Arema sebenarnya masih bisa beralasan dengan hilangnya sejumlah pemain, seperti Greg Nwokolo, Victor Igbonefo maupun Hasyim Kipuw yang terkena skorsing kartu kuning saat menghadapi PBR. Tapi RD tidak mau menjadikan absennya pemain itu sebagai kambing hitam.
“Dengan komposisi yang ada, seharusnya kami bisa bermain lebih kreatif. Saya tidak mencari alasan apa-apa karena nyatanya hasil di lapangan demikian,” tambahnya. Soal peluang juara yang terus menipis, RD menyatakan belum menyerah.

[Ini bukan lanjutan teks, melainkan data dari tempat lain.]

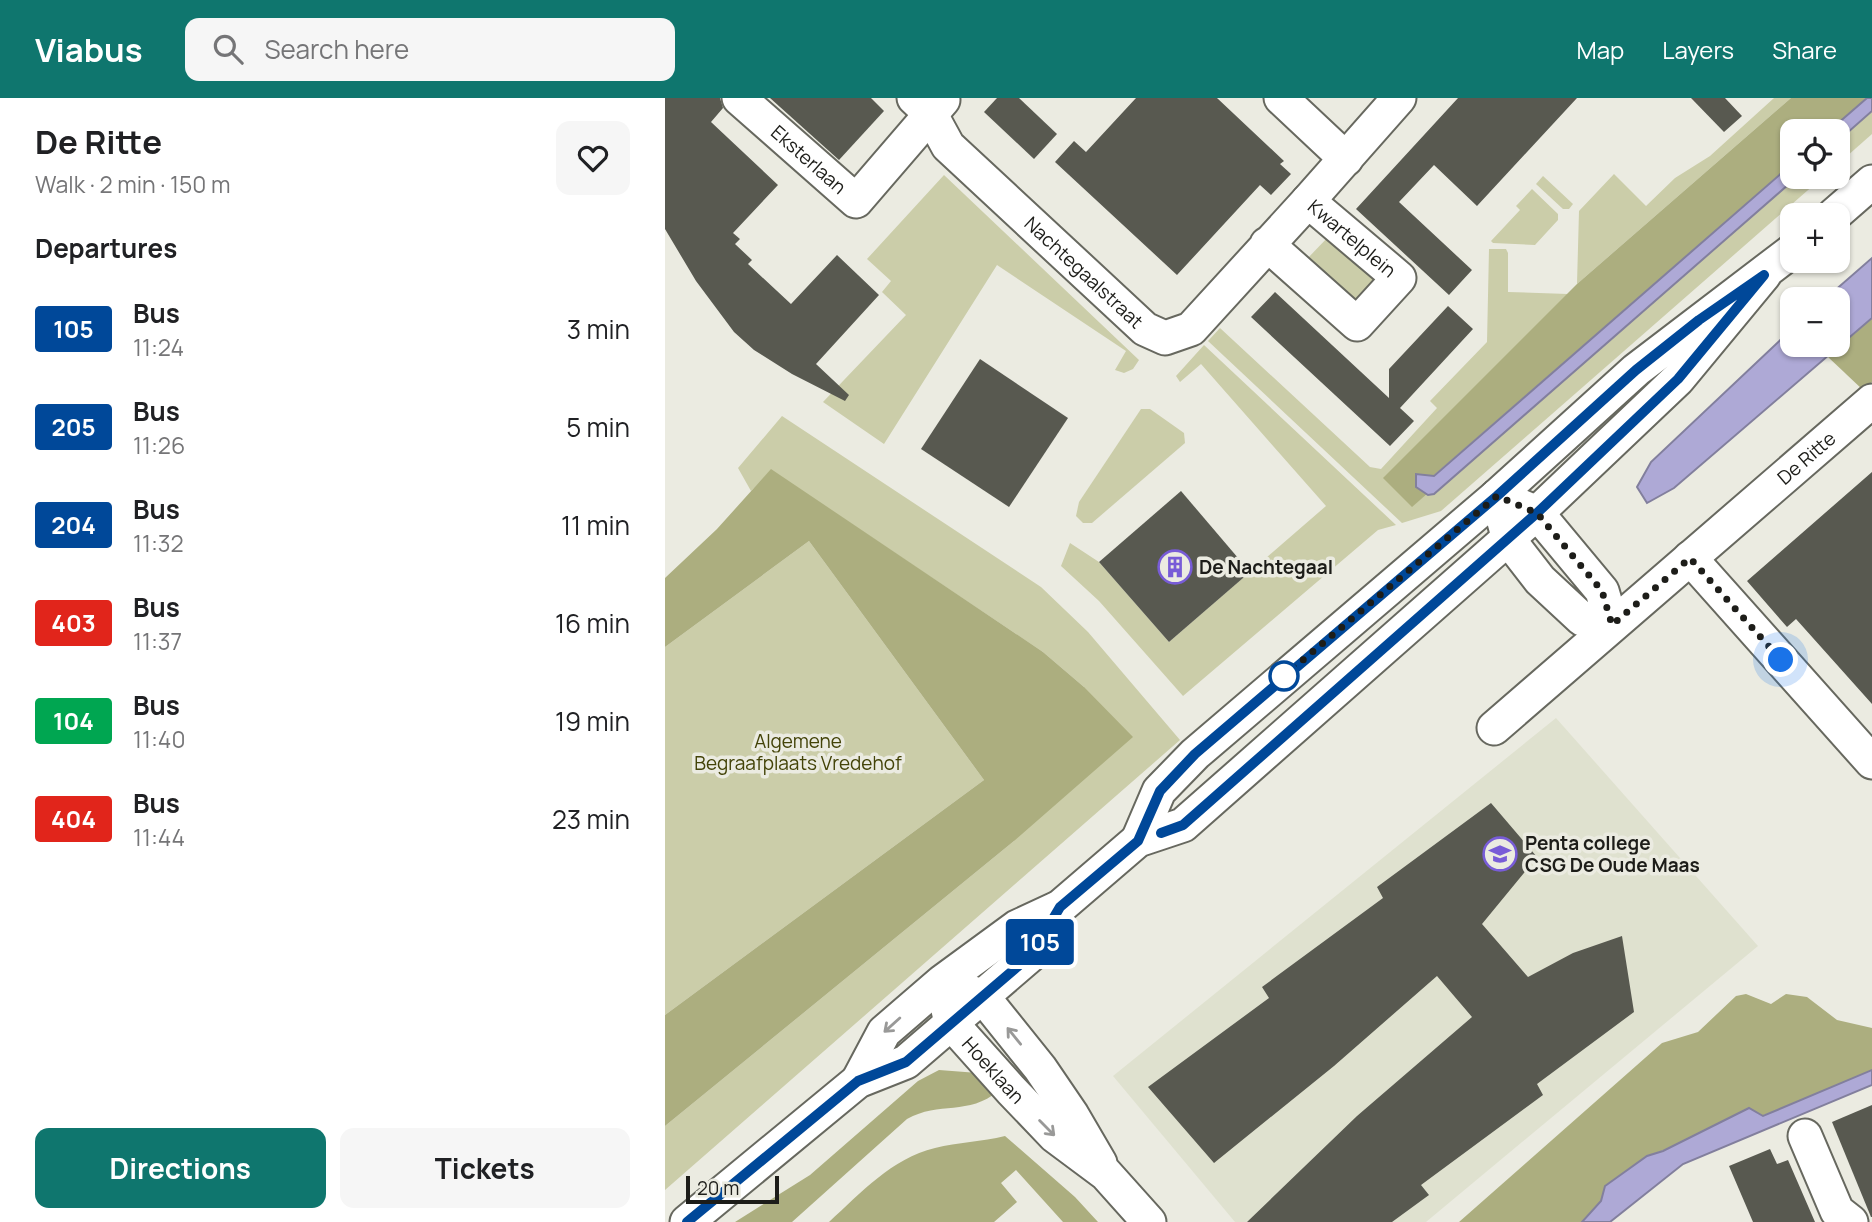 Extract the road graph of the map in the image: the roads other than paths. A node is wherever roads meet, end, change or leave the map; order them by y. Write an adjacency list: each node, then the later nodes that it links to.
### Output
1 (739, 98): 4 (street, Eksterlaan)
2 (1281, 98): 5 (street)
3 (1399, 98): 5 (street)
4 (929, 103): 9 (street, Nachtegaalstraat)
5 (1346, 159): 7 (street)
6 (1872, 182): 8 (street)
7 (1308, 201): 9 (street, Kwartelplein); 9 (street, Kwartelplein)
8 (1848, 203)
9 (1267, 244)
10 (1780, 261): 11 (street)
11 (1764, 275): 13 (street); 14 (street)
12 (1872, 401): 16 (street, De Ritte)
13 (1497, 496): 14 (street); 15 (street); 20 (street)
14 (1537, 513): 15 (street); 17 (street)
15 (1509, 540): 17 (street); 20 (street)
16 (1690, 558): 17 (street, De Ritte); 19 (street)
17 (1612, 625): 18 (street, De Ritte)
18 (1494, 728)
19 (1872, 762)
20 (1138, 841): 21 (street)
21 (1060, 907): 22 (street); 23 (street)
22 (942, 982): 23 (street); 24 (street, Hoeklaan); 25 (street, one-way to 25)
23 (983, 997): 24 (street); 27 (street, Hoeklaan, one-way to 23)
24 (951, 1023): 25 (street); 27 (street, Hoeklaan, one-way to 27)
25 (858, 1081): 28 (street)
26 (1805, 1136): 30 (street)
27 (1106, 1174): 29 (street, Hoeklaan)
28 (687, 1222)
29 (1149, 1222)
30 (1851, 1222)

Baginya, sebelum musim berakhir atau benar-benar ada klub yang juara, peluang dianggap masih terbuka. “Belum ada kata menyerah karena kompetisi masih berlangsung. Apa pun kondisinya, yang terpenting adalah berkomitmen untuk menjadi lebih baik,” cetusnya.
Rabu (19/6), pasukan Singo Edan meninggalkan Bandung dan menuju Palembang sebagai persiapan laga kontra Sriwijaya FC. Arema memiliki waktu untuk beristirahat sekaligus mempersiapkan diri di ibukota Sumatera Selatan itu karena laga baru digelar pada Minggu (23/6).
Seusai pertandingan, dua hari digunakan untuk recovery sedangkan dua hari lagi untuk pemantapan strategi lawan Sriwijaya FC. Staf pelatih Arema juga memiliki kesempatan untuk mengintip kekuatan Laskar Wong Kito yang menjamu Persegres Gresik United.